# Starting mysqld on FreeBSD



## dhenzler (Nov 20, 2017)

I'm good to go on Solaris  *svcadm enable mysql*  but that doesn't do anything on BSD.  Seems people have this problem a lot as I see many listings for mysql sock not found... 

The only way to NOT get that error is to have mysqld running.

So in FreeBSD ver 11.1 what do you do.

As well am workin on building the Apache, MySQL, PHP stack... are there limits to versions that are compatible ?  I just loaded the newest one for each.  Will be playing with Nextcloud and Wordpress.

Anyone ?


----------



## ShelLuser (Nov 20, 2017)

You'll need to edit /etc/rc.conf in order to enable MySQL. See also its rc file (located in /usr/local/etc/rc.d).

But just do what you'd normally do: Start the MySQL server, set up my.cnf so that your client knows where to find the socket (if the default doesn't suffice) and you're done.

In FreeBSD you'd normally start / stop services using the service(8) command. So, for example, `# service mysql-server start`.


----------



## dhenzler (Nov 20, 2017)

I tried that and it didn't work.  I've loaded mySQL8.0

Any other way to get it started ?


----------



## ShelLuser (Nov 20, 2017)

First of all keep in mind that databases/mysql80-server is an "in-dev" project and considered to be unstable. So you might be better off using the databases/mysql57-server port.

But when you say "doesn't work" what exactly are you referring to?  Because I read more comments about people who wonder about getting started with MySQL I decided to give this a try in my jail and I just can't understand what your issue could be.

When you start MySQL for the first time (for example by using `# service mysql-server onestart`) then it will create the initial database automatically. After that the server gets started and you can connect using the `mysql -u root` command.

So where do things stop working for you and how did you conclude as much?


----------



## dhenzler (Nov 21, 2017)

I've run mySQL for a while now... know when it's running by checking in "top"... see mysqld and the client works.

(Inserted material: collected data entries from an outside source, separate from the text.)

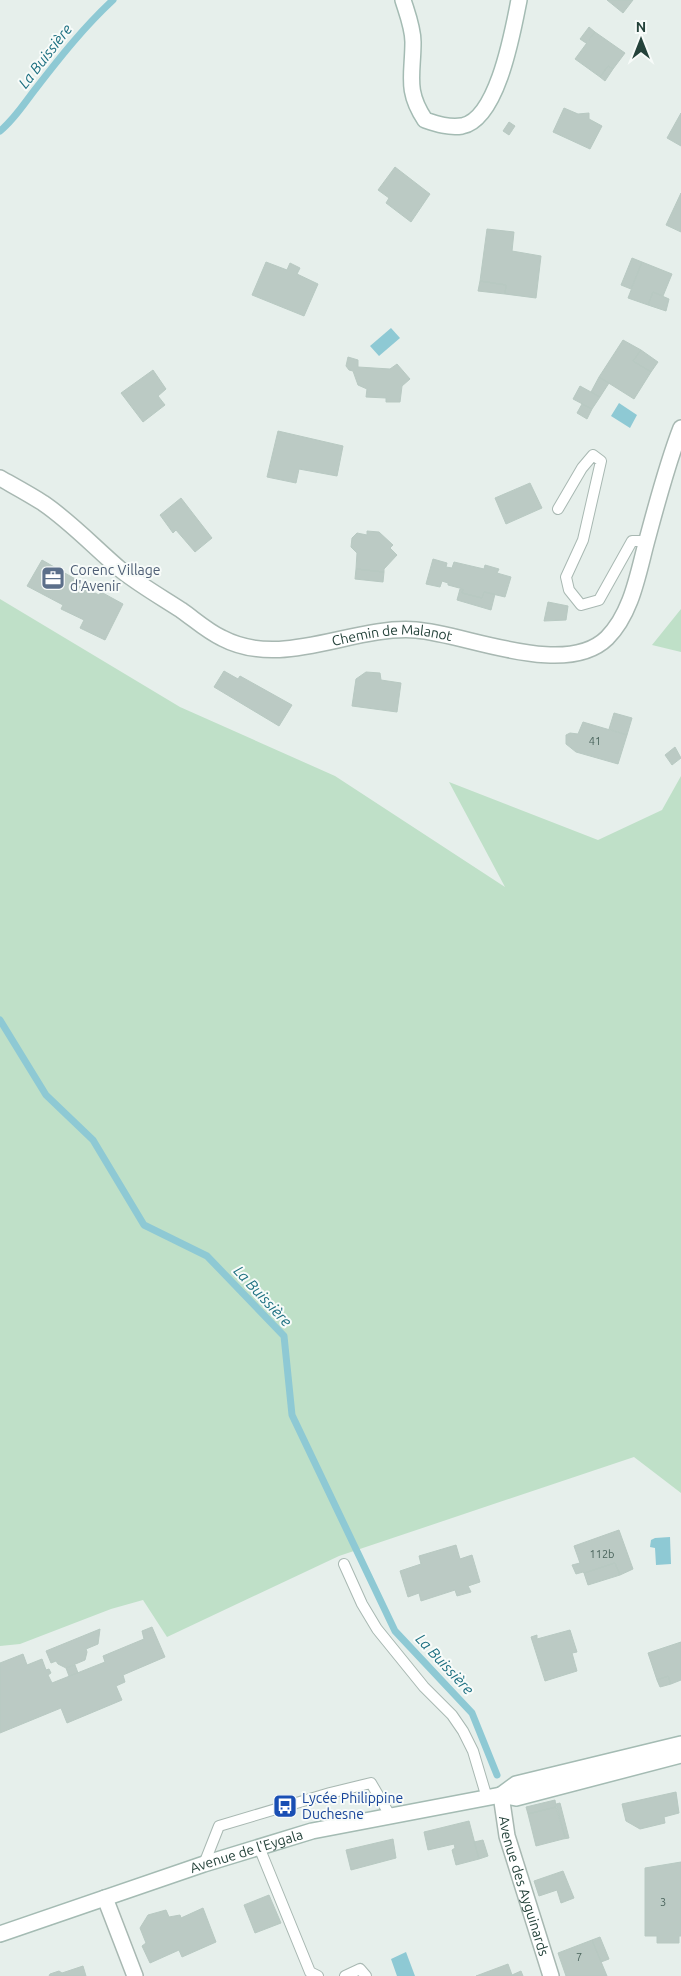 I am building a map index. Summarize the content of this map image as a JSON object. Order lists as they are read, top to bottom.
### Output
{
  "streets": {
    "street": ["Chemin de Malanot", "Avenue de l'Eygala", "Avenue des Ayguinards"]
  },
  "crossings": [
    ["Avenue de l'Eygala", "Avenue des Ayguinards"]
  ],
  "water": ["La Buissière"],
  "places": {
    "office": ["Corenc Village d'Avenir"],
    "bus stop": ["Lycée Philippine Duchesne"]
  },
  "house_numbers": [
    "41",
    "112b",
    "3",
    "7"
  ],
  "north": "top"
} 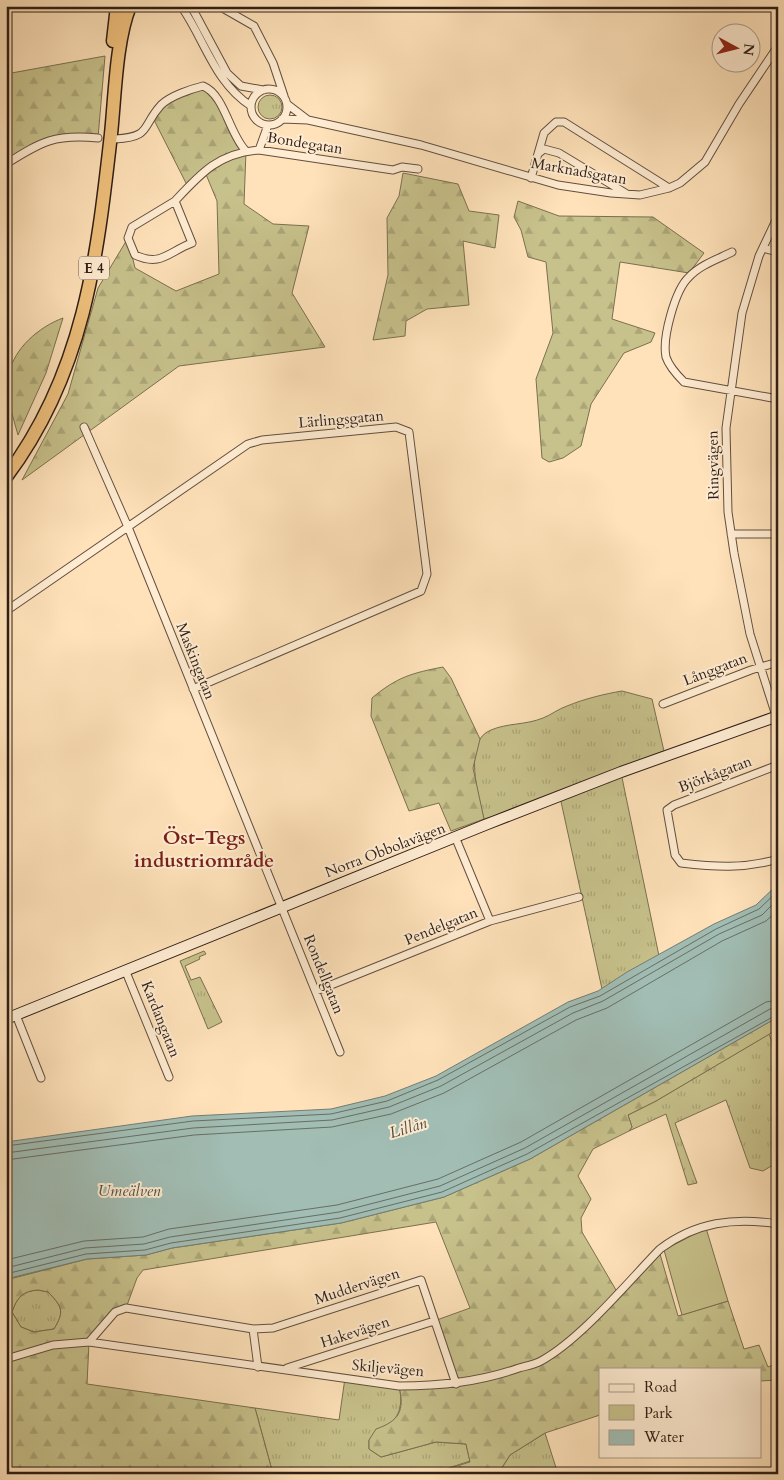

Not concerned about it being in-dev... I'm just screwing around with ZFS on FreeBSD and want to run some tests on this, and some other configurations.  I have MySQL 5.7 running on my production servers for Nextcloud and Wordpress apps.

I never said doesn't work related to MySQL, but to the startup instructions.  


> Have tried command line with and without "onestart"


. 
I know it runs, because `mysqld_safe` produced a PID file, and the screen showed activity that was completed.  Now it's just a matter of my getting used to a new set of commands for this and other things.  On Solaris it's easy... `svcadm enable mysql`..

Off Topic
Fighting getting Cinnamon started as well.  Perhaps there is a common problem.  I got the basic OS loaded, and started installing pkg's.  When I had no luck with any GUI, I loaded Gnome3, and read a little more.  Some of the docs gave good step by step.  I haven't messed with BSD for over 8 years.  Been living in Solaris land, and finally left when I realized my software wouldn't run on that platform.

Thanks for your reply... but thus far no dice...


----------



## dhenzler (Nov 21, 2017)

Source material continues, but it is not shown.